-- Work task --
Check each line of the listing below for the string "edges", then give only the number of lines where it occurs.
--- START ---
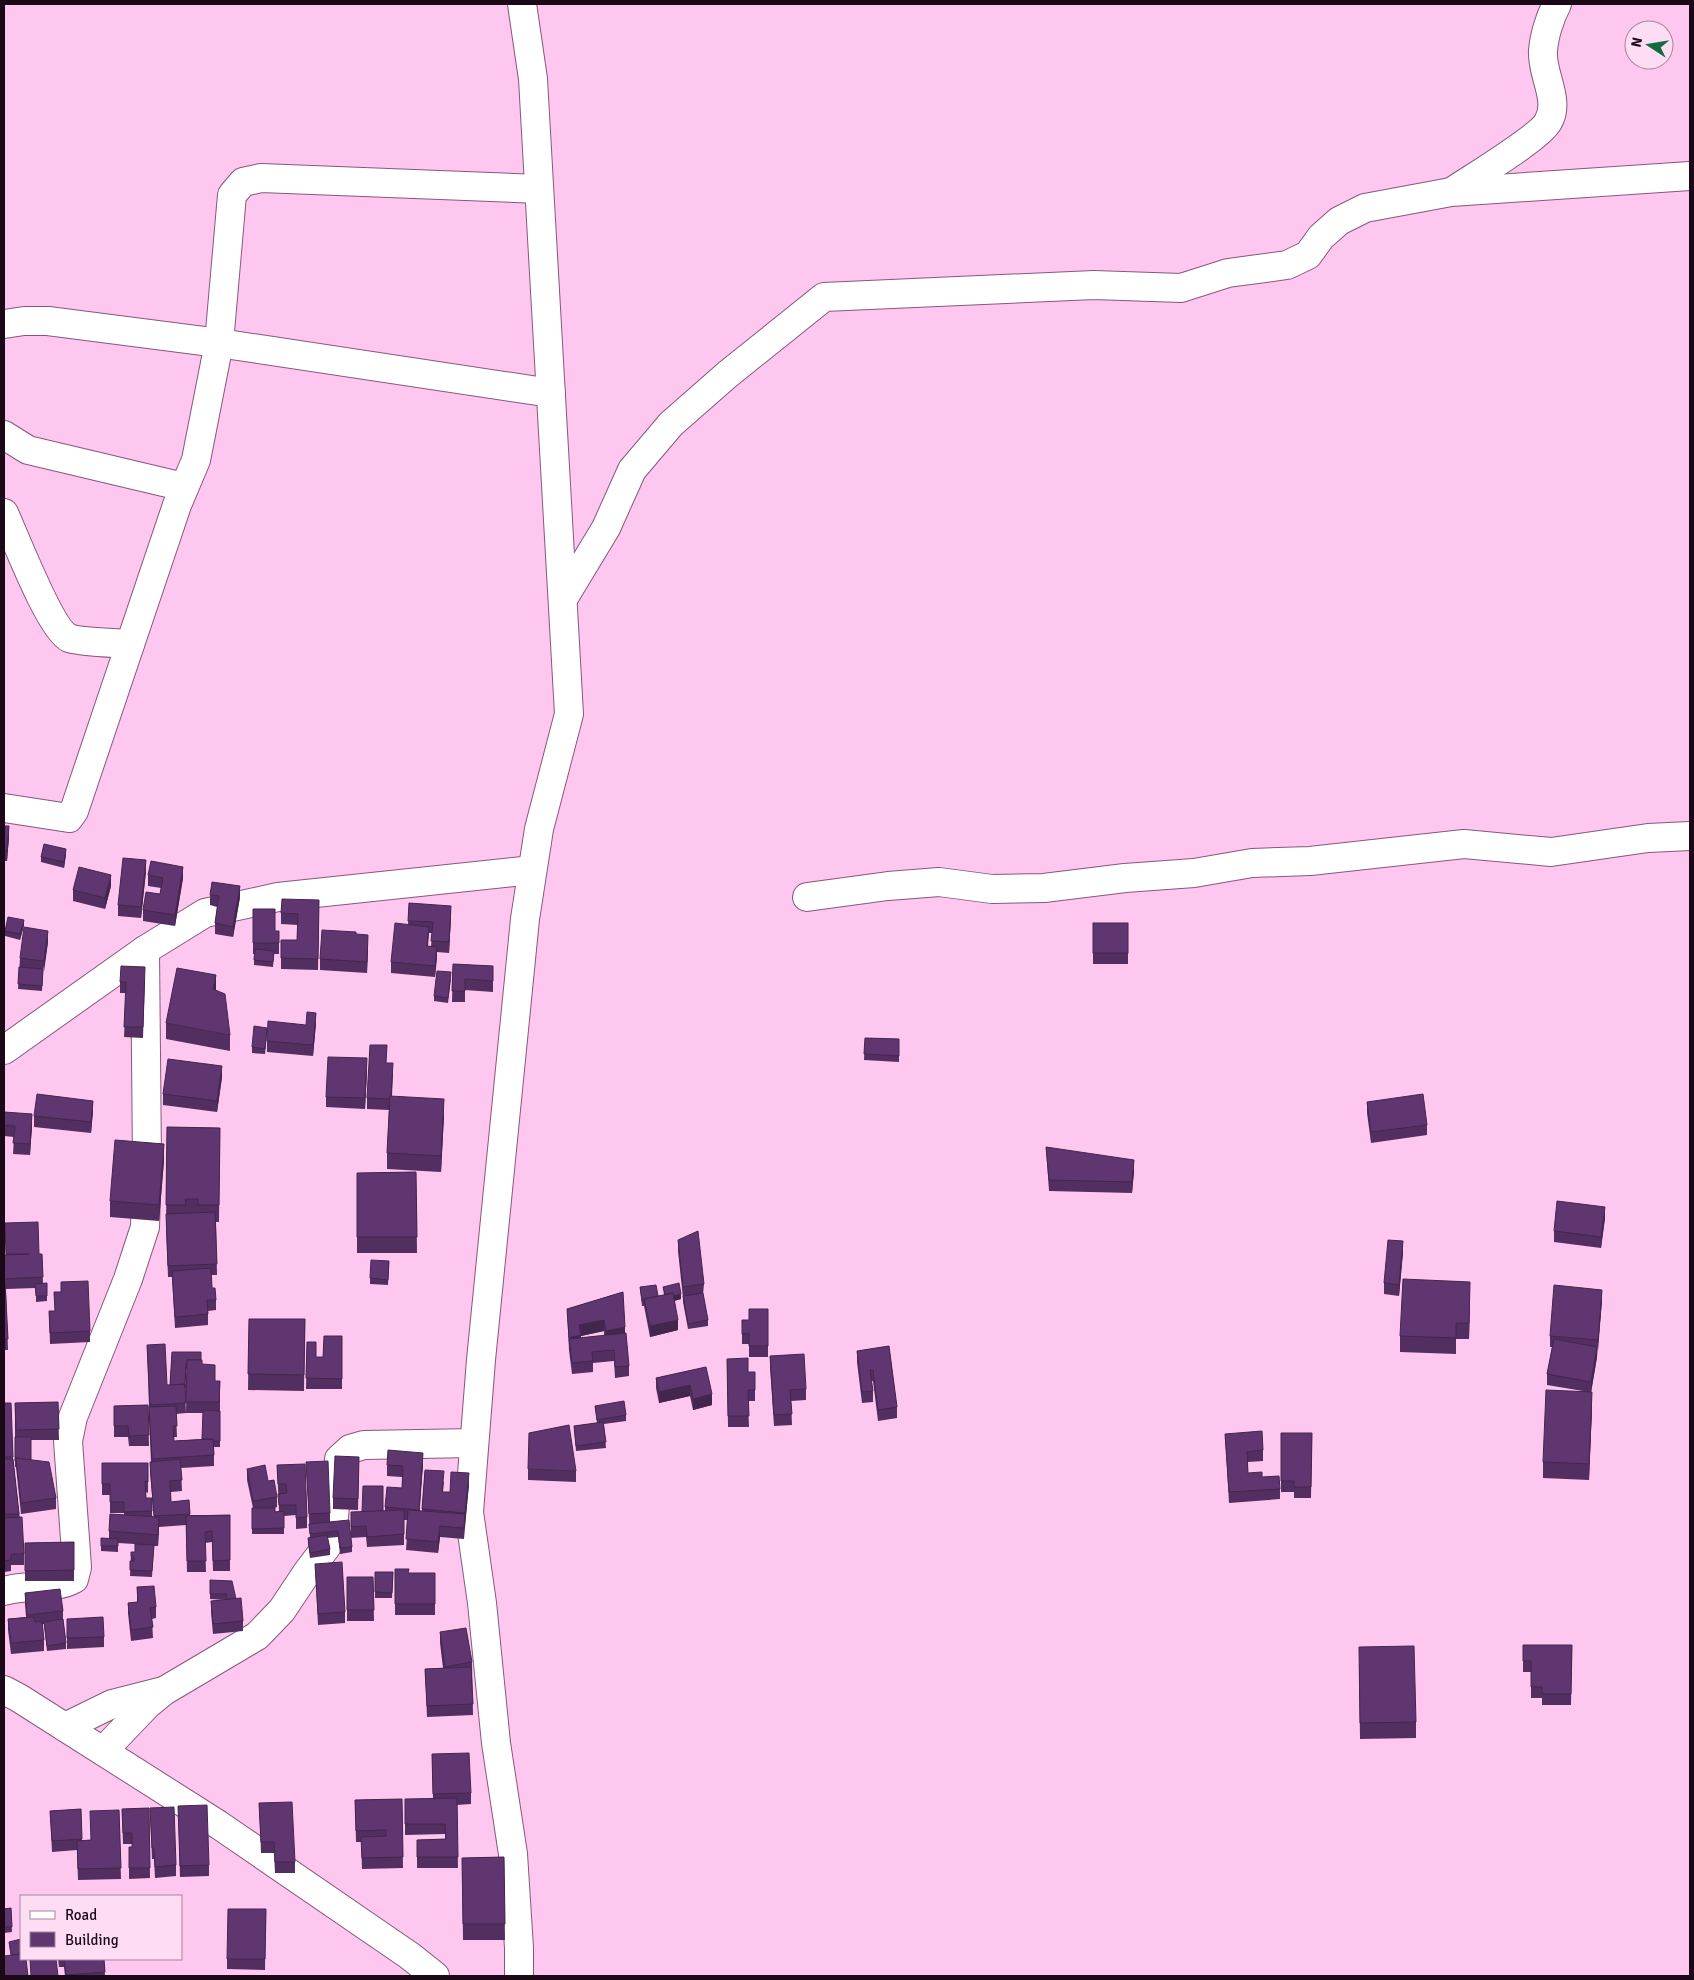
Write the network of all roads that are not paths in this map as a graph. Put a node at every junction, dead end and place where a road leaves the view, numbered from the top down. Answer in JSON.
{"nodes":[{"id":1,"x":522,"y":4,"type":"edge"},
{"id":2,"x":1557,"y":4,"type":"edge"},
{"id":3,"x":1690,"y":176,"type":"edge"},
{"id":4,"x":539,"y":189,"type":"junction"},
{"id":5,"x":1451,"y":192,"type":"junction"},
{"id":6,"x":4,"y":324,"type":"edge"},
{"id":7,"x":219,"y":343,"type":"junction"},
{"id":8,"x":551,"y":393,"type":"junction"},
{"id":9,"x":4,"y":435,"type":"edge"},
{"id":10,"x":184,"y":487,"type":"junction"},
{"id":11,"x":4,"y":513,"type":"edge"},
{"id":12,"x":563,"y":599,"type":"junction"},
{"id":13,"x":130,"y":644,"type":"junction"},
{"id":14,"x":4,"y":808,"type":"edge"},
{"id":15,"x":1690,"y":836,"type":"edge"},
{"id":16,"x":532,"y":870,"type":"junction"},
{"id":17,"x":807,"y":897,"type":"dead end"},
{"id":18,"x":145,"y":950,"type":"junction"},
{"id":19,"x":4,"y":1050,"type":"edge"},
{"id":20,"x":474,"y":1443,"type":"junction"},
{"id":21,"x":4,"y":1591,"type":"edge"},
{"id":22,"x":4,"y":1690,"type":"edge"},
{"id":23,"x":164,"y":1690,"type":"junction"},
{"id":24,"x":65,"y":1727,"type":"junction"},
{"id":25,"x":104,"y":1751,"type":"junction"},
{"id":26,"x":519,"y":1948,"type":"junction"},
{"id":27,"x":434,"y":1976,"type":"edge"},
{"id":28,"x":519,"y":1976,"type":"edge"},
{"id":29,"x":539,"y":1976,"type":"edge"}],
"edges":[{"from":1,"to":4,"type":"street"},
{"from":2,"to":5,"type":"street"},
{"from":3,"to":5,"type":"street"},
{"from":4,"to":7,"type":"street"},
{"from":4,"to":8,"type":"street"},
{"from":5,"to":12,"type":"street"},
{"from":6,"to":7,"type":"street"},
{"from":7,"to":8,"type":"street"},
{"from":7,"to":10,"type":"street"},
{"from":8,"to":12,"type":"street"},
{"from":9,"to":10,"type":"street"},
{"from":10,"to":13,"type":"street"},
{"from":11,"to":13,"type":"street"},
{"from":12,"to":16,"type":"street"},
{"from":13,"to":14,"type":"street"},
{"from":15,"to":17,"type":"street"},
{"from":16,"to":18,"type":"street"},
{"from":16,"to":20,"type":"street"},
{"from":18,"to":19,"type":"street"},
{"from":18,"to":21,"type":"street"},
{"from":20,"to":23,"type":"street"},
{"from":20,"to":26,"type":"street"},
{"from":22,"to":24,"type":"street"},
{"from":23,"to":24,"type":"street"},
{"from":23,"to":25,"type":"street"},
{"from":24,"to":25,"type":"street"},
{"from":25,"to":27,"type":"street"},
{"from":26,"to":28,"type":"street"},
{"from":26,"to":29,"type":"street"}]}
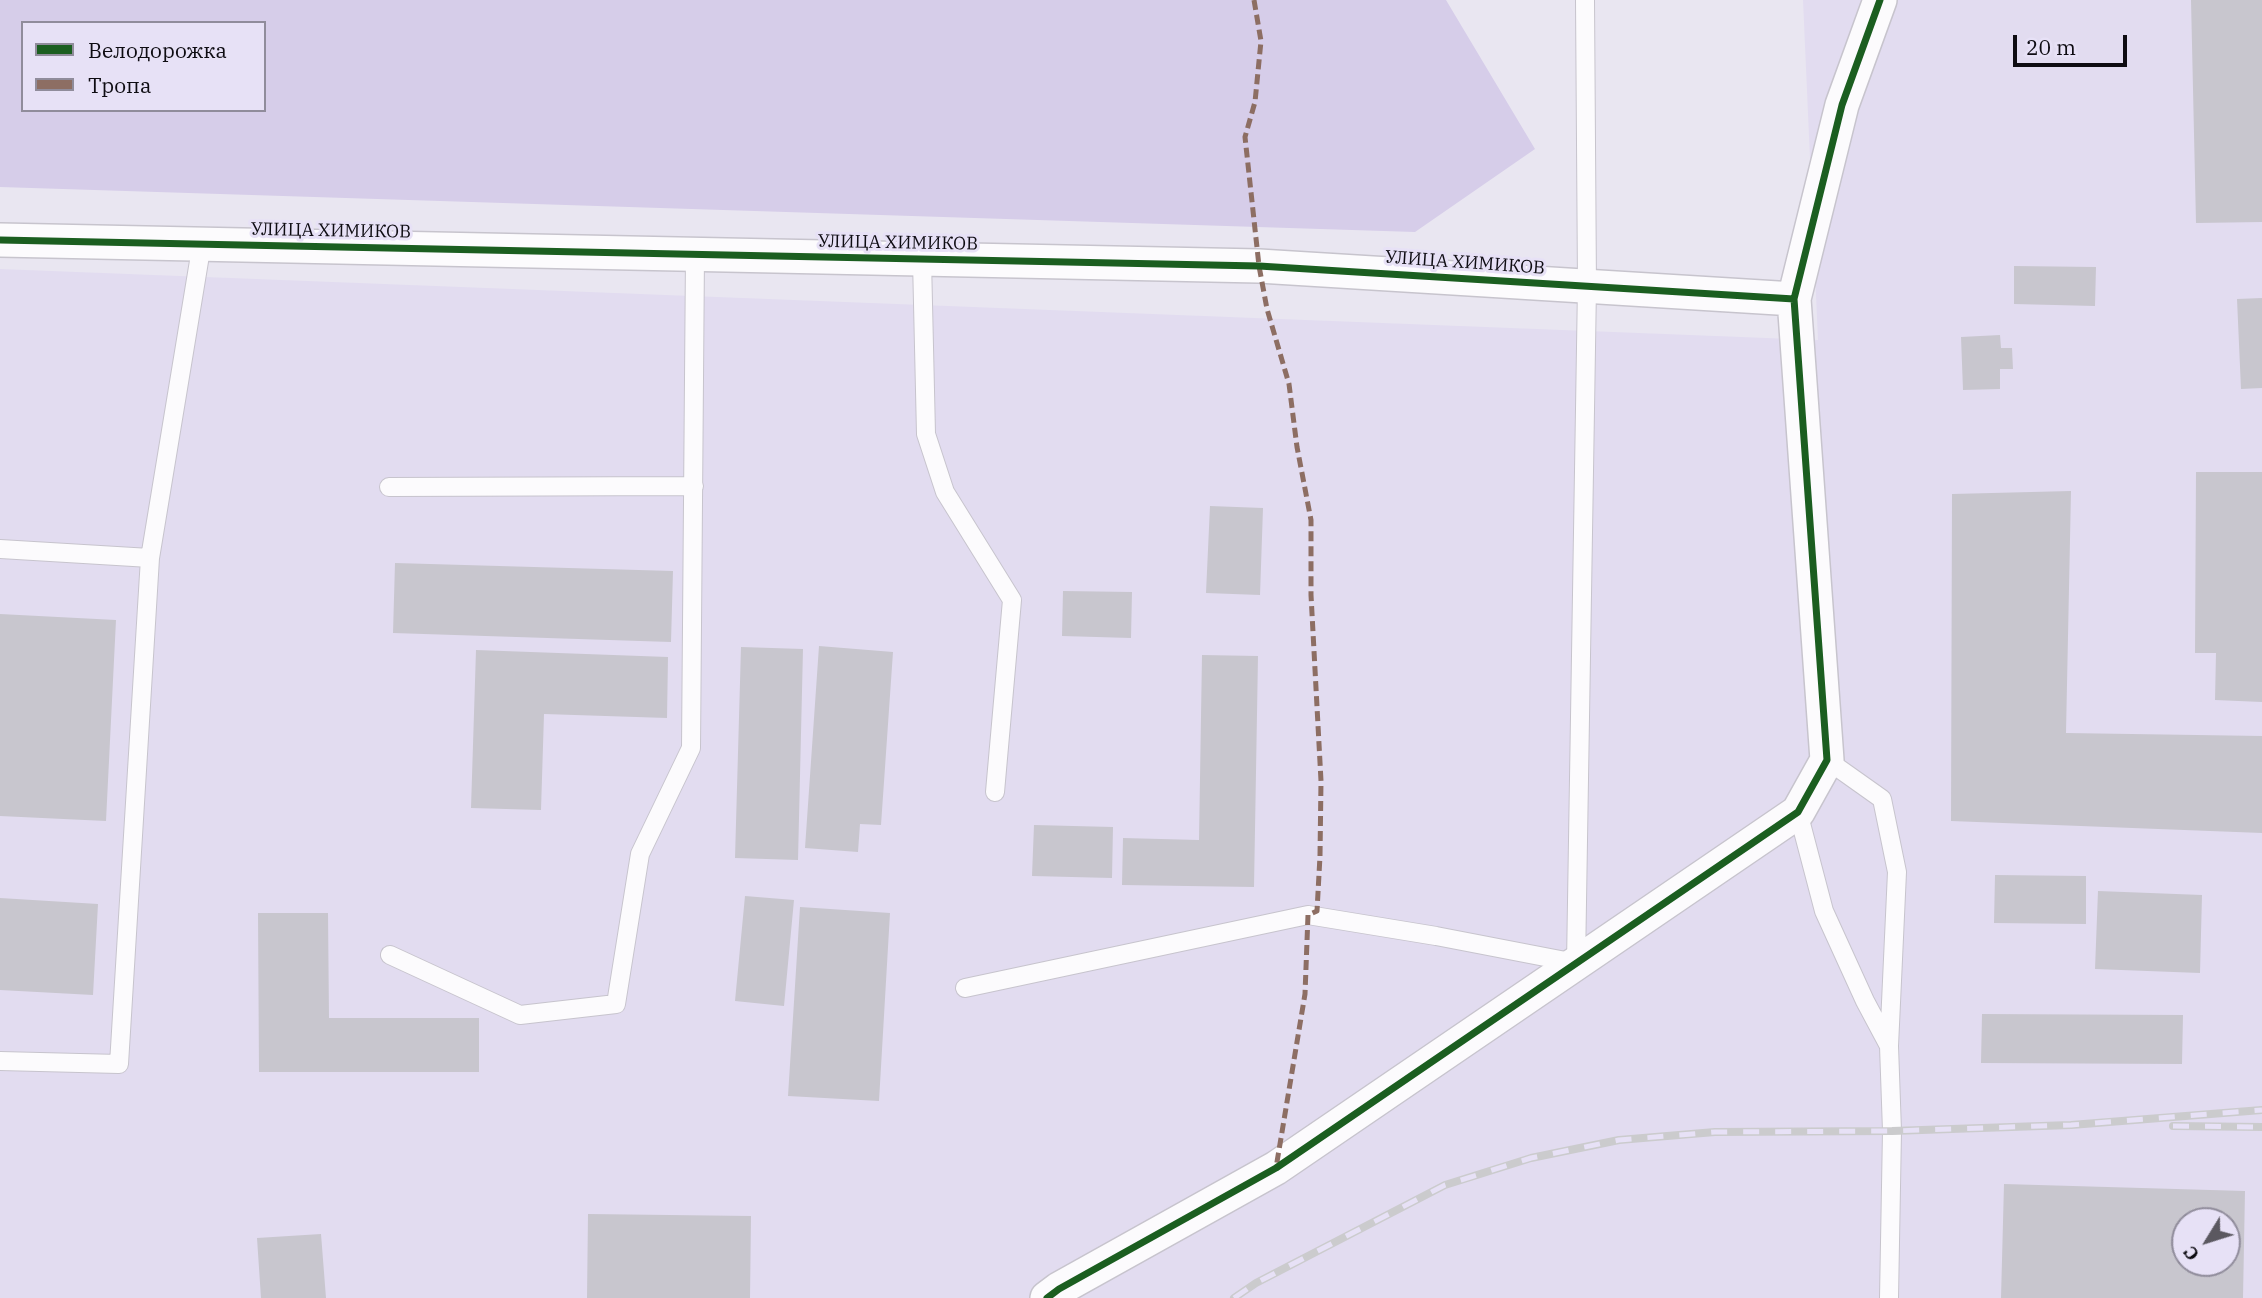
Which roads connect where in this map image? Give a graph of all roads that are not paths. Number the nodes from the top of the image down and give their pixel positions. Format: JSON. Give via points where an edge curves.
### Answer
{"nodes":[{"id":1,"x":1585,"y":0,"type":"edge"},
{"id":2,"x":1880,"y":0,"type":"edge"},
{"id":3,"x":0,"y":240,"type":"edge"},
{"id":4,"x":202,"y":243,"type":"junction"},
{"id":5,"x":695,"y":255,"type":"junction"},
{"id":6,"x":922,"y":260,"type":"junction"},
{"id":7,"x":1587,"y":286,"type":"junction"},
{"id":8,"x":1794,"y":299,"type":"junction"},
{"id":9,"x":389,"y":486,"type":"dead end"},
{"id":10,"x":694,"y":486,"type":"junction"},
{"id":11,"x":0,"y":549,"type":"edge"},
{"id":12,"x":150,"y":558,"type":"junction"},
{"id":13,"x":1827,"y":760,"type":"junction"},
{"id":14,"x":995,"y":792,"type":"dead end"},
{"id":15,"x":1798,"y":812,"type":"junction"},
{"id":16,"x":390,"y":955,"type":"dead end"},
{"id":17,"x":1576,"y":963,"type":"junction"},
{"id":18,"x":965,"y":988,"type":"dead end"},
{"id":19,"x":1889,"y":1046,"type":"junction"},
{"id":20,"x":0,"y":1061,"type":"edge"},
{"id":21,"x":1047,"y":1298,"type":"edge"},
{"id":22,"x":1889,"y":1298,"type":"edge"}],
"edges":[{"from":1,"to":7,"type":"lane"},
{"from":2,"to":8,"type":"street","via":[[1842,105]]},
{"from":3,"to":4,"type":"street","name":"УЛИЦА ХИМИКОВ"},
{"from":4,"to":5,"type":"street","name":"УЛИЦА ХИМИКОВ"},
{"from":4,"to":12,"type":"lane"},
{"from":5,"to":6,"type":"street","name":"УЛИЦА ХИМИКОВ"},
{"from":5,"to":10,"type":"lane"},
{"from":6,"to":7,"type":"street","name":"УЛИЦА ХИМИКОВ","via":[[1259,266]]},
{"from":6,"to":14,"type":"lane","via":[[926,433],[945,492],[1012,600]]},
{"from":7,"to":8,"type":"street","name":"УЛИЦА ХИМИКОВ"},
{"from":7,"to":17,"type":"lane"},
{"from":8,"to":13,"type":"street"},
{"from":9,"to":10,"type":"lane"},
{"from":10,"to":16,"type":"lane","via":[[691,748],[640,854],[616,1004],[520,1016]]},
{"from":11,"to":12,"type":"lane"},
{"from":12,"to":20,"type":"lane","via":[[119,1064]]},
{"from":13,"to":15,"type":"street"},
{"from":13,"to":19,"type":"lane","via":[[1882,799],[1897,872]]},
{"from":15,"to":17,"type":"street"},
{"from":15,"to":19,"type":"lane","via":[[1824,911]]},
{"from":17,"to":18,"type":"lane","via":[[1308,915]]},
{"from":17,"to":21,"type":"street","via":[[1276,1168]]},
{"from":19,"to":22,"type":"lane"}]}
--- END ---
-- Task output --
2